You Need A Budget 3

You Need A Budget 3 Review (YNAB) – Ultimate Personal Budgeting Software


You Need A Budget 3

Creating a budget is essential for keeping on top of your finances, but drawing up your own often creates too much headache and not enough results.  We all know that budgeting is important, but actually sitting down and taking the time to write one is another story.  Fortunately, you don’t have to if you sign up for You Need a Budget (YNAB), because this budgeting software does the hard work for you.

What Is It?

YNAB uses what it calls the “Four Rules of Cash Flow” to help you manage your cash. These are fully explained in the introduction to the software, but here is some brief information on the four rules.

Rule One – Stop Living From Paycheck to Paycheck. Not having a good handle on your money can create tremendous stress, and this rule is intended to develop crucial budgeting skills to avoid this.

Rule Two – Give Every Dollar a Job. Once you’ve set financial goals, you want to reach them as quickly as possible and this rule helps you to do this. Every single dollar has a role, whether it’s paying bills, building an emergency fund or being set aside for irregular bills that need to be budgeted for.

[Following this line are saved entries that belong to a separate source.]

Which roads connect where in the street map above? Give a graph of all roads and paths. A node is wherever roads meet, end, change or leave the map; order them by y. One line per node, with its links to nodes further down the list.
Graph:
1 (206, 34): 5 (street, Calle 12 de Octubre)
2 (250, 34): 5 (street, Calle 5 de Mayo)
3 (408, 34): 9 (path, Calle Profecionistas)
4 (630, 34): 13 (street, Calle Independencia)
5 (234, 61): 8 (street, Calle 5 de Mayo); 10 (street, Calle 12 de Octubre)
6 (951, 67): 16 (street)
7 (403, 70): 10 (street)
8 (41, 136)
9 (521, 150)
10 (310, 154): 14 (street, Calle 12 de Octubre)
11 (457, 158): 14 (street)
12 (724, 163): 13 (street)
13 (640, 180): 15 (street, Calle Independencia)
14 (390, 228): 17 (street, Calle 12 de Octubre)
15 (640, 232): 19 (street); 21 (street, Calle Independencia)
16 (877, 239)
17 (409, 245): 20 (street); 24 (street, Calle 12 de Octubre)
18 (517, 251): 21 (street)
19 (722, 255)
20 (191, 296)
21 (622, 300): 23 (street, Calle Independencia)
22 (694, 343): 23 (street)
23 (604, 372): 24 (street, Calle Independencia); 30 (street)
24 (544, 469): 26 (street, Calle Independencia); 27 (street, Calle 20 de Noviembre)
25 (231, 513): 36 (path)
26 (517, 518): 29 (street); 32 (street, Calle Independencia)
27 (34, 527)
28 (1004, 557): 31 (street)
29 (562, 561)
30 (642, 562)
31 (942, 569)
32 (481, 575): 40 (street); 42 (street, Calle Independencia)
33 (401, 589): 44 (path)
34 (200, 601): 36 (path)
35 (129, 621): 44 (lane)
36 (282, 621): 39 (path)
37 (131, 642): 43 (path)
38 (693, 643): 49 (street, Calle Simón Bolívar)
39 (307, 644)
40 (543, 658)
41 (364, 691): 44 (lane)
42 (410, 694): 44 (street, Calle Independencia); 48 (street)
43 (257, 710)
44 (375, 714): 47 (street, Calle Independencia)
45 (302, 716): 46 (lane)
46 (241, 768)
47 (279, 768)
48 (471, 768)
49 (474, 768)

Rule Three – Prepare For The Rain. Emergencies will crop up and this will often be when you’re least prepared. Creating an emergency fund is the best way to deal with these unexpected and unwelcome setbacks.

Rule Four – Roll With The Punches. Things won’t always go according to plan, but this doesn’t mean that your financial goals have to be compromised. If you happen to overspend one month, that amount will be taken out of the following month’s available income.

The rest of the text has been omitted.